(Items listed in a dataset)

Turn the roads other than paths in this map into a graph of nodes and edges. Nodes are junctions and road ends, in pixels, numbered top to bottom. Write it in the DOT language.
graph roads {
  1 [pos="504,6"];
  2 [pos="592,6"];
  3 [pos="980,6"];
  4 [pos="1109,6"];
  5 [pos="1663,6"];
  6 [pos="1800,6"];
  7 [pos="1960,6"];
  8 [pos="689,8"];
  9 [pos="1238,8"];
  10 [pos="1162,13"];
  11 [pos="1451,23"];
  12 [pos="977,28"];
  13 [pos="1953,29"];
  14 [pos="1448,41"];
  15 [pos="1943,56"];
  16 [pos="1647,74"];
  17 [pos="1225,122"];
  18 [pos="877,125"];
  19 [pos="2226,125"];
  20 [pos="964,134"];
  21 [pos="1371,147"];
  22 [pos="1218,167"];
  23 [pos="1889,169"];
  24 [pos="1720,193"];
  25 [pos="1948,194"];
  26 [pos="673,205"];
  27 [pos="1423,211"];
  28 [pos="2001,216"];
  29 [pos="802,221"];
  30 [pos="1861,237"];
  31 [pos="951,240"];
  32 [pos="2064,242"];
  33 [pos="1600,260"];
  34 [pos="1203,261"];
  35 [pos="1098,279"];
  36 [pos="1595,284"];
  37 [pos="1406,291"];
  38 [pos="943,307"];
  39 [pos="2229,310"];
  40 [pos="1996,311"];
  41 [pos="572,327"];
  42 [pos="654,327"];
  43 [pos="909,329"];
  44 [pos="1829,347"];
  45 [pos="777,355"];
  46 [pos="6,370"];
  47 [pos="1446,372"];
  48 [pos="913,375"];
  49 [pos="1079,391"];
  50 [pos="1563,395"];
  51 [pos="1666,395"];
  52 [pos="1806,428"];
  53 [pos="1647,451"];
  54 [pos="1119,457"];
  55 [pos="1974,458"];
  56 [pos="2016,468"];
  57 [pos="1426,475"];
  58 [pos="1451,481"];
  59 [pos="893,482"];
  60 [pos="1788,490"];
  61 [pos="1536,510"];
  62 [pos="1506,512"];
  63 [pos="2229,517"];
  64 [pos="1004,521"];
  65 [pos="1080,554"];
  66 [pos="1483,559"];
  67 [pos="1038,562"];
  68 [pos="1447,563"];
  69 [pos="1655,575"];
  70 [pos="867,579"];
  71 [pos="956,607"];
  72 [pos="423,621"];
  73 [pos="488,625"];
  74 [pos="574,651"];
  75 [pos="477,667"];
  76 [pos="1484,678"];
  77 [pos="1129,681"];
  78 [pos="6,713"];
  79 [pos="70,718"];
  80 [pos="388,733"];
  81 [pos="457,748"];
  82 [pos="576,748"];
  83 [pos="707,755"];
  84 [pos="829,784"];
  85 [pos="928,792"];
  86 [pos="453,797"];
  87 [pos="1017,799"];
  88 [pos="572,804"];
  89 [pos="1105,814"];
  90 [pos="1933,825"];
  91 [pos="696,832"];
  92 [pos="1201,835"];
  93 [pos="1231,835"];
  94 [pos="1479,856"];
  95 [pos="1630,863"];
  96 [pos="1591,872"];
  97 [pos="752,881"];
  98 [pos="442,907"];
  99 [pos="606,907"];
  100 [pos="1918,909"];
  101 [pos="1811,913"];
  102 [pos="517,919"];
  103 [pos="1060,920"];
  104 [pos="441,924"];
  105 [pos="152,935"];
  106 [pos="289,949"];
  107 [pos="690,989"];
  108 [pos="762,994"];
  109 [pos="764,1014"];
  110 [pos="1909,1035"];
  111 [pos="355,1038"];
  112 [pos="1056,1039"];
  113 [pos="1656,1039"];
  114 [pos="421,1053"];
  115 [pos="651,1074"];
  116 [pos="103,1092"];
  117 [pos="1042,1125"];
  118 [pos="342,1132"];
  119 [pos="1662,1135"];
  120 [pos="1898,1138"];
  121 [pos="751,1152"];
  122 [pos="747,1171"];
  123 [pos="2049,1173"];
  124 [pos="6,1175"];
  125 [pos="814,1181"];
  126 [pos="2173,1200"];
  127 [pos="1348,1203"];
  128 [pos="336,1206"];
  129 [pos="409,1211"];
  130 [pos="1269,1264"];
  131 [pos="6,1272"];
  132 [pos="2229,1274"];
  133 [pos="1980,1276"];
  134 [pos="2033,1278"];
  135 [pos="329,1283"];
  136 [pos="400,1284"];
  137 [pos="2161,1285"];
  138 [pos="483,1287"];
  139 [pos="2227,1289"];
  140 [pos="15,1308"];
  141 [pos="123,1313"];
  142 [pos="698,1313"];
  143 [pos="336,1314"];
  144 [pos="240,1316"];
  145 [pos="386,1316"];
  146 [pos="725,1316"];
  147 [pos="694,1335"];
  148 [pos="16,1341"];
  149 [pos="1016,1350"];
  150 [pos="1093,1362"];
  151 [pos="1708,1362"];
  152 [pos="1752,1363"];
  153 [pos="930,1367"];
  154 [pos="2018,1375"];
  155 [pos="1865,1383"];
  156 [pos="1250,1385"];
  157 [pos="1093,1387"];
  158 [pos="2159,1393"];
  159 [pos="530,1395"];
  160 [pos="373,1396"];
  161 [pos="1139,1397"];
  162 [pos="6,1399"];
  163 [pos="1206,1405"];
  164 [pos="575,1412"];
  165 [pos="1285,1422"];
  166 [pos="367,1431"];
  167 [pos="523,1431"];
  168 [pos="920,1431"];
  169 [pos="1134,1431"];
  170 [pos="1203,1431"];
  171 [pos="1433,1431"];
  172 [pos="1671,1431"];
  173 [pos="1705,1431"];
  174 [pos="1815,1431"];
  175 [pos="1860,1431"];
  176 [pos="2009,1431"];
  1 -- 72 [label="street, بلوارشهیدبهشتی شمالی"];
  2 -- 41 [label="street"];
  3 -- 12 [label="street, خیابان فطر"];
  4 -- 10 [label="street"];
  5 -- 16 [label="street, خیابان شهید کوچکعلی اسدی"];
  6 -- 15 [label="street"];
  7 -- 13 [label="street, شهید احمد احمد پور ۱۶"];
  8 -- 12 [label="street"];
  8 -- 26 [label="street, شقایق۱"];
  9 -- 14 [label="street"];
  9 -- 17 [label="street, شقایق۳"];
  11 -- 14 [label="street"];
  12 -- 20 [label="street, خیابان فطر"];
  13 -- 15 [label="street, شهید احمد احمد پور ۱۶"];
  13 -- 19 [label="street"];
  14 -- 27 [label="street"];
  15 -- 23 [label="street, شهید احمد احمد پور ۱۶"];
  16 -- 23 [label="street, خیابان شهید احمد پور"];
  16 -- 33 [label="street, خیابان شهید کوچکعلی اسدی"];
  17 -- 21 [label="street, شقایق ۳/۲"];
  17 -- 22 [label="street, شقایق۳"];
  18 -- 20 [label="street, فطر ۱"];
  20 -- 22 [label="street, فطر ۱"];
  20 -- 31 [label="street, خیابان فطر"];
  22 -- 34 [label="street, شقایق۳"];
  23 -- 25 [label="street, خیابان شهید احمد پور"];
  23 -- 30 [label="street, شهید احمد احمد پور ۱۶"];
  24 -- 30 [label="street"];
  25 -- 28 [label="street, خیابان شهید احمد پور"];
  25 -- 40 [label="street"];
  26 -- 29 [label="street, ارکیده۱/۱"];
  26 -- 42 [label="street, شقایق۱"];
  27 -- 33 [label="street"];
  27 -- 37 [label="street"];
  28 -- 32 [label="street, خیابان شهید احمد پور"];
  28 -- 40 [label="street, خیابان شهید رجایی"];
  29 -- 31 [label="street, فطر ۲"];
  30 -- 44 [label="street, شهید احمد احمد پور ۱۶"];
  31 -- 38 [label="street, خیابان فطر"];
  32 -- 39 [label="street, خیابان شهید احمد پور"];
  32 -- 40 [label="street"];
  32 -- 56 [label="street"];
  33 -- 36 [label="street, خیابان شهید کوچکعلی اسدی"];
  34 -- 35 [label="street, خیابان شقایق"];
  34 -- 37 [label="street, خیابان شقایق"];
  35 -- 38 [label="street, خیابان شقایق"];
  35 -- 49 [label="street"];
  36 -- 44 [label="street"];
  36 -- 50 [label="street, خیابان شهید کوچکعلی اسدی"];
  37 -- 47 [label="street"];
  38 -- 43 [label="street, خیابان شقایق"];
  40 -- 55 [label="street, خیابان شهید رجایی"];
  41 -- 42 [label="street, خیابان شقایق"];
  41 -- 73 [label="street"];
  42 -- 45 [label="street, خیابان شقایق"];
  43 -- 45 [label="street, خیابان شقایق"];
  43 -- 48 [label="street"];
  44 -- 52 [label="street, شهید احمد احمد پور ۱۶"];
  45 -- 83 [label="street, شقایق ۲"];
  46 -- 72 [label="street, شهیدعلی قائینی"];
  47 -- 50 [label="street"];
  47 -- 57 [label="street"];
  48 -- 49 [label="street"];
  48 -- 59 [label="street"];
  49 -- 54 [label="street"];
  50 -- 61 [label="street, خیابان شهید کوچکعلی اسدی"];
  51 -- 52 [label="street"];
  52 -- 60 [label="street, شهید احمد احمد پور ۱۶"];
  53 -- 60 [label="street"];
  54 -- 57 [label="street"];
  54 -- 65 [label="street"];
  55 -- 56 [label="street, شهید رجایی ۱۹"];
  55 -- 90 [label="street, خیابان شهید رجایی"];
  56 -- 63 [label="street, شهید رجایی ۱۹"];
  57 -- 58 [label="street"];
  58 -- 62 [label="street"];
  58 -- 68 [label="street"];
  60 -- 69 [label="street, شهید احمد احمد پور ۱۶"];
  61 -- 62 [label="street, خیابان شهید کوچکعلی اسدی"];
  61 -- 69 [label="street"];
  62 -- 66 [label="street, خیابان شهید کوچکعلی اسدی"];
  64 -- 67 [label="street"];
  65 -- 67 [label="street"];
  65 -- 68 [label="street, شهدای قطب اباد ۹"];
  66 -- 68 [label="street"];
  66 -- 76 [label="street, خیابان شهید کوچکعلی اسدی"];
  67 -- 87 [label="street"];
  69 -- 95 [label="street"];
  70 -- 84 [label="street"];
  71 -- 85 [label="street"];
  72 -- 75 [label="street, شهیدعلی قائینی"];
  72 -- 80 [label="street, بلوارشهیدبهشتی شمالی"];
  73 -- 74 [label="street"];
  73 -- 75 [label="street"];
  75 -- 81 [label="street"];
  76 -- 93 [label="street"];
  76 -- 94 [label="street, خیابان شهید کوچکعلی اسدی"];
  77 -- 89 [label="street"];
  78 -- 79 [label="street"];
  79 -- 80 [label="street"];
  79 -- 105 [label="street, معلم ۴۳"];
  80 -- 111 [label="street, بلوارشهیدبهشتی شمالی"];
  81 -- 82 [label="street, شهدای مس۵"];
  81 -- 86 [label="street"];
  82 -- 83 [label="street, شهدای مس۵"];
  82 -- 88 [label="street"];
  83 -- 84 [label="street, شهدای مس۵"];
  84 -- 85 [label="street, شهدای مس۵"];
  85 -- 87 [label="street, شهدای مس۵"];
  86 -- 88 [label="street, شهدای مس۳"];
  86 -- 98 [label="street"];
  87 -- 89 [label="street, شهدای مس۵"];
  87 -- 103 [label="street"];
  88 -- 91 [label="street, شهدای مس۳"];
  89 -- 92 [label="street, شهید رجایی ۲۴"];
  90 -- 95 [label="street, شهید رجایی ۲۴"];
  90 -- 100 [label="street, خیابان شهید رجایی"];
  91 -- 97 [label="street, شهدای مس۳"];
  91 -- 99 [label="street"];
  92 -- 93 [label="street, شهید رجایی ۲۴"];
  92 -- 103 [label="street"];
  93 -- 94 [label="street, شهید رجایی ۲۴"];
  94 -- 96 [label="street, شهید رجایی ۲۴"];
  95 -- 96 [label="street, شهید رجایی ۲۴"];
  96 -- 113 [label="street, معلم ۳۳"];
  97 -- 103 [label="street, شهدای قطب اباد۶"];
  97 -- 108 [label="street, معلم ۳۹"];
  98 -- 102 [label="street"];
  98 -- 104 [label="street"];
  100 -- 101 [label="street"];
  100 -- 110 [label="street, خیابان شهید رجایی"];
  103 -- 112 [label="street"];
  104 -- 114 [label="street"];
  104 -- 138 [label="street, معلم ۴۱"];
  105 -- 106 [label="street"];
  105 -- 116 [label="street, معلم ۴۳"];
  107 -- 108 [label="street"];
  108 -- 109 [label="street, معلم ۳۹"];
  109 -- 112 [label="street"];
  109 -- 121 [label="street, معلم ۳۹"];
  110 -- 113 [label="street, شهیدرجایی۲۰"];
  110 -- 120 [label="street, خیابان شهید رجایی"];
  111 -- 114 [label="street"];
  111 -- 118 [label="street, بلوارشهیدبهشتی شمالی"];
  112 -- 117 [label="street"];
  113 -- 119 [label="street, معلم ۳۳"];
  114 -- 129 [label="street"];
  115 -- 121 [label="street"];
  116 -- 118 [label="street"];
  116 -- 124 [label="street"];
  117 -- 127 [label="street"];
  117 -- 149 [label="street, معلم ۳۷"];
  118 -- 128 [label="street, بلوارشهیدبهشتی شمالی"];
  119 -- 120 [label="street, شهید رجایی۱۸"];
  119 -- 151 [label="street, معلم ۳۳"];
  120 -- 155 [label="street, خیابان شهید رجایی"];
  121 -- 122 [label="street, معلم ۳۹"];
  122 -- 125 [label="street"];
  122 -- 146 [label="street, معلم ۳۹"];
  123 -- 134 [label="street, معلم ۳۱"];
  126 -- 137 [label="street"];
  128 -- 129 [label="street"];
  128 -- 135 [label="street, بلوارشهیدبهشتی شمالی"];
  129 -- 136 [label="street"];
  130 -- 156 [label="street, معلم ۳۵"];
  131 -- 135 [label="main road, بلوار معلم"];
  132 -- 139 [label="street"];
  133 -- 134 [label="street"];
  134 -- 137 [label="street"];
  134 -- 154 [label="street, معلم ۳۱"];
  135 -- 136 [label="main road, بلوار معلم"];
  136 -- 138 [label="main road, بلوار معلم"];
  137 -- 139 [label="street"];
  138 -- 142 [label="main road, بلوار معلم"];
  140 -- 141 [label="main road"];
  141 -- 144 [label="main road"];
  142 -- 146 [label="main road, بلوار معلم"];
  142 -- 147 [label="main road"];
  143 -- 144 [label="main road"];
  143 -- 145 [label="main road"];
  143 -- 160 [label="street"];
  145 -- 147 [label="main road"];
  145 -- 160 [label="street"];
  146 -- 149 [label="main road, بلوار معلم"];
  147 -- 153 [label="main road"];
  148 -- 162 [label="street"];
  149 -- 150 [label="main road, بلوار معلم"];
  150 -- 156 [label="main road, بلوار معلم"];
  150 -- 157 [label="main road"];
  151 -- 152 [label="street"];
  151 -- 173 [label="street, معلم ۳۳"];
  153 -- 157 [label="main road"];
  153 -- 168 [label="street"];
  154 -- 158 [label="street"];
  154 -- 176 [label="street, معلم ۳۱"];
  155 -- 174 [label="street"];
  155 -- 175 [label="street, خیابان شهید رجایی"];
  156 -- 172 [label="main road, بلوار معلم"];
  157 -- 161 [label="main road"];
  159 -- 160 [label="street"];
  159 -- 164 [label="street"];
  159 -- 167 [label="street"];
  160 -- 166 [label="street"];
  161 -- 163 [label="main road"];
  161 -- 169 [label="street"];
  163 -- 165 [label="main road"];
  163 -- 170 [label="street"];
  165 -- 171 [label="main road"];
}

Required action —
Among the entries above, find every line holding "قائینی" and copy it.

Exercise solution —
  46 -- 72 [label="street, شهیدعلی قائینی"];
  72 -- 75 [label="street, شهیدعلی قائینی"];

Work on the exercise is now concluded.